*** Records Section Begins ***
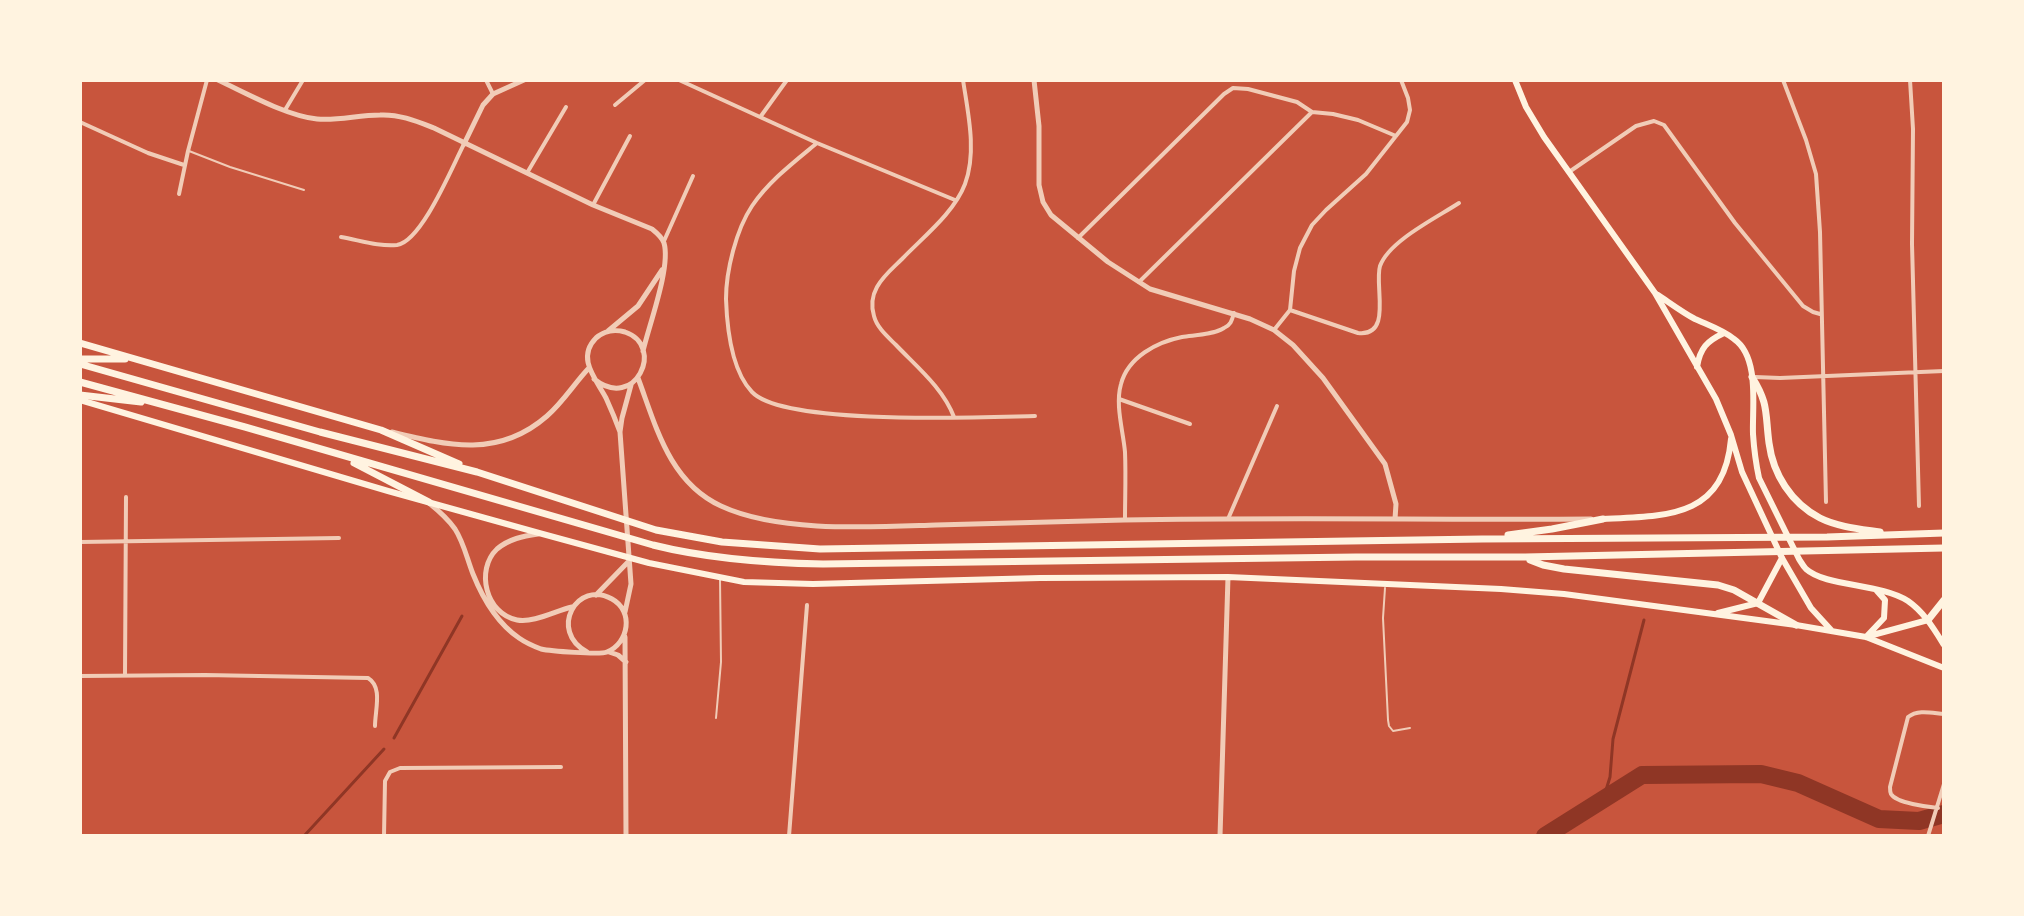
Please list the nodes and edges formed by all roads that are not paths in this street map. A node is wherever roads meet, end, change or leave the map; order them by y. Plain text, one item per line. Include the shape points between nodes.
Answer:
1 (207, 80) edge
2 (218, 80) edge
3 (303, 80) edge
4 (486, 80) edge
5 (524, 80) edge
6 (645, 80) edge
7 (679, 80) edge
8 (787, 80) edge
9 (963, 80) edge
10 (1035, 80) edge
11 (1401, 80) edge
12 (1515, 80) edge
13 (1783, 80) edge
14 (1910, 80) edge
15 (493, 94) junction
16 (615, 105) dead end
17 (566, 107) dead end
18 (285, 110) junction
19 (1312, 112) junction
20 (761, 116) junction
21 (80, 122) edge
22 (630, 136) dead end
23 (1396, 136) junction
24 (817, 143) junction
25 (464, 144) junction
26 (188, 151) junction
27 (184, 165) junction
28 (1569, 172) junction
29 (526, 174) junction
30 (693, 176) dead end
31 (304, 190) dead end
32 (179, 194) dead end
33 (956, 201) junction
34 (1459, 203) dead end
35 (593, 205) junction
36 (341, 237) dead end
37 (1078, 238) junction
38 (664, 241) junction
39 (665, 265) junction
40 (1139, 282) junction
41 (1655, 293) junction
42 (1290, 310) junction
43 (1234, 313) junction
44 (1820, 314) junction
45 (1274, 330) junction
46 (607, 332) junction
47 (1724, 333) junction
48 (80, 343) edge
49 (643, 351) junction
50 (136, 360) junction
51 (80, 362) edge
52 (1697, 367) junction
53 (588, 369) junction
54 (1944, 371) edge
55 (1916, 372) junction
56 (1822, 376) junction
57 (1752, 377) junction
58 (638, 378) junction
59 (594, 379) junction
60 (80, 382) edge
61 (632, 384) junction
62 (80, 398) edge
63 (1119, 399) junction
64 (163, 404) junction
65 (1277, 406) dead end
66 (1035, 416) dead end
67 (954, 417) junction
68 (1190, 424) dead end
69 (381, 430) junction
70 (620, 432) junction
71 (1731, 435) junction
72 (341, 456) junction
73 (477, 472) junction
74 (126, 497) dead end
75 (429, 502) junction
76 (1826, 502) dead end
77 (1919, 506) dead end
78 (1228, 519) junction
79 (1395, 519) junction
80 (1603, 519) junction
81 (1125, 520) junction
82 (539, 533) junction
83 (1944, 533) edge
84 (1898, 534) junction
85 (339, 538) dead end
86 (1482, 539) junction
87 (80, 542) edge
88 (126, 543) junction
89 (1944, 548) edge
90 (1525, 557) junction
91 (1782, 558) junction
92 (628, 561) junction
93 (1228, 577) junction
94 (720, 578) junction
95 (1385, 583) junction
96 (1866, 586) junction
97 (596, 595) junction
98 (1944, 600) edge
99 (1758, 603) junction
100 (807, 605) dead end
101 (573, 607) junction
102 (625, 613) junction
103 (1712, 614) junction
104 (1928, 620) junction
105 (1796, 625) junction
106 (1832, 631) junction
107 (625, 635) junction
108 (1866, 637) junction
109 (1944, 645) edge
110 (587, 652) junction
111 (609, 652) junction
112 (626, 663) junction
113 (1944, 668) edge
114 (125, 675) junction
115 (80, 676) edge
116 (1944, 714) edge
117 (716, 718) dead end
118 (375, 726) dead end
119 (1410, 728) dead end
120 (561, 767) dead end
121 (1944, 784) edge
122 (1937, 810) junction
123 (384, 836) edge
124 (626, 836) edge
125 (789, 836) edge
126 (1220, 836) edge
127 (1930, 836) edge

1 - 26 street
2 - 18 street
3 - 18 street
4 - 15 street
5 - 15 street
6 - 16 street
7 - 20 street
8 - 20 street
9 - 33 street via 969,172
10 - 37 street via 1043,202
11 - 23 street via 1410,110
12 - 28 main road via 1526,107
13 - 44 street via 1816,174
14 - 55 street
15 - 25 street
17 - 29 street
18 - 25 street via 314,119 396,115
19 - 23 street via 1358,120
19 - 37 street via 1297,102 1248,89 1228,90
19 - 40 street
20 - 24 street
21 - 27 street
22 - 35 street
23 - 42 street via 1366,174 1312,225 1294,271
24 - 33 street
24 - 67 street via 770,184 750,209 736,241 728,267 727,315 742,376 753,394 793,409 885,418
25 - 29 street
25 - 36 street via 409,240 398,245
26 - 27 street
26 - 31 lane
27 - 32 street
28 - 41 main road
28 - 44 street via 1636,126 1654,121 1664,125 1803,306
29 - 35 street
30 - 38 street
33 - 67 street via 884,276 872,304 874,320 942,394
34 - 42 street via 1387,253 1377,282 1380,309 1374,329 1358,333
35 - 38 street via 652,229
37 - 40 street
38 - 39 street
39 - 46 street via 638,306
39 - 49 street
40 - 43 street
41 - 47 main road
41 - 52 main road
42 - 45 street
43 - 45 street
43 - 63 street via 1222,330 1178,338 1140,355 1128,368
44 - 56 street
45 - 79 street via 1316,370 1377,451 1396,504
46 - 49 street via 629,334
46 - 53 street via 590,346
47 - 52 main road via 1706,344
47 - 57 main road via 1737,340
48 - 50 main road
49 - 58 street
50 - 51 main road
50 - 69 main road
51 - 73 main road
52 - 71 main road
53 - 59 street
53 - 69 street via 531,429 498,443 451,445
54 - 55 street
55 - 56 street
55 - 77 street
56 - 57 street
56 - 76 street
57 - 84 main road via 1766,404 1773,463 1792,496 1819,518
57 - 96 main road via 1759,478 1799,559 1815,575
58 - 61 street
58 - 81 street via 660,439 682,476 718,505 746,516 782,523 881,526
59 - 61 street via 608,387
59 - 70 street
60 - 64 main road
61 - 70 street
62 - 64 main road
62 - 75 main road
63 - 68 street
63 - 81 street
64 - 72 main road
65 - 78 street
66 - 67 street
69 - 73 main road
70 - 92 street
71 - 80 main road via 1723,474 1695,505 1656,516
71 - 91 main road via 1742,472
72 - 75 main road
72 - 90 main road via 653,545 721,559 823,564
73 - 86 main road via 656,530 769,547
74 - 88 street
75 - 82 main road
75 - 110 street via 456,530 481,593 504,625 543,649
78 - 79 street
78 - 81 street
79 - 80 street
80 - 86 main road
82 - 94 main road
82 - 101 street via 513,539 495,551 487,566 489,597 508,617 519,620
83 - 84 main road
84 - 86 main road
85 - 88 street
87 - 88 street
88 - 114 street
89 - 90 main road
90 - 99 main road via 1564,569 1718,585
91 - 99 main road
91 - 106 main road via 1811,608
92 - 97 street
92 - 102 street via 631,584
93 - 94 main road via 813,584
93 - 95 main road
93 - 126 street
94 - 117 lane
95 - 103 main road via 1564,594
95 - 119 lane via 1389,726 1393,731
96 - 104 main road via 1892,593
96 - 108 main road via 1880,593 1886,610
97 - 101 street
97 - 102 street via 610,597
98 - 104 main road
99 - 103 main road
99 - 105 main road
100 - 125 street
101 - 110 street via 569,633
102 - 107 street
103 - 105 main road
104 - 108 main road
104 - 109 main road
105 - 106 main road
106 - 108 main road
107 - 111 street
107 - 112 street
108 - 113 main road
110 - 111 street
111 - 112 street
112 - 124 street
114 - 115 street
114 - 118 street via 368,678 377,688
116 - 122 street via 1919,712 1908,717 1890,787 1893,797
120 - 123 street via 400,768 385,781
121 - 122 street
122 - 127 street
*** Records Section Ends ***
- [What you need to do] Report every line of the material above in which "lane" appears.

- [Solution]
26 - 31 lane
94 - 117 lane
95 - 119 lane via 1389,726 1393,731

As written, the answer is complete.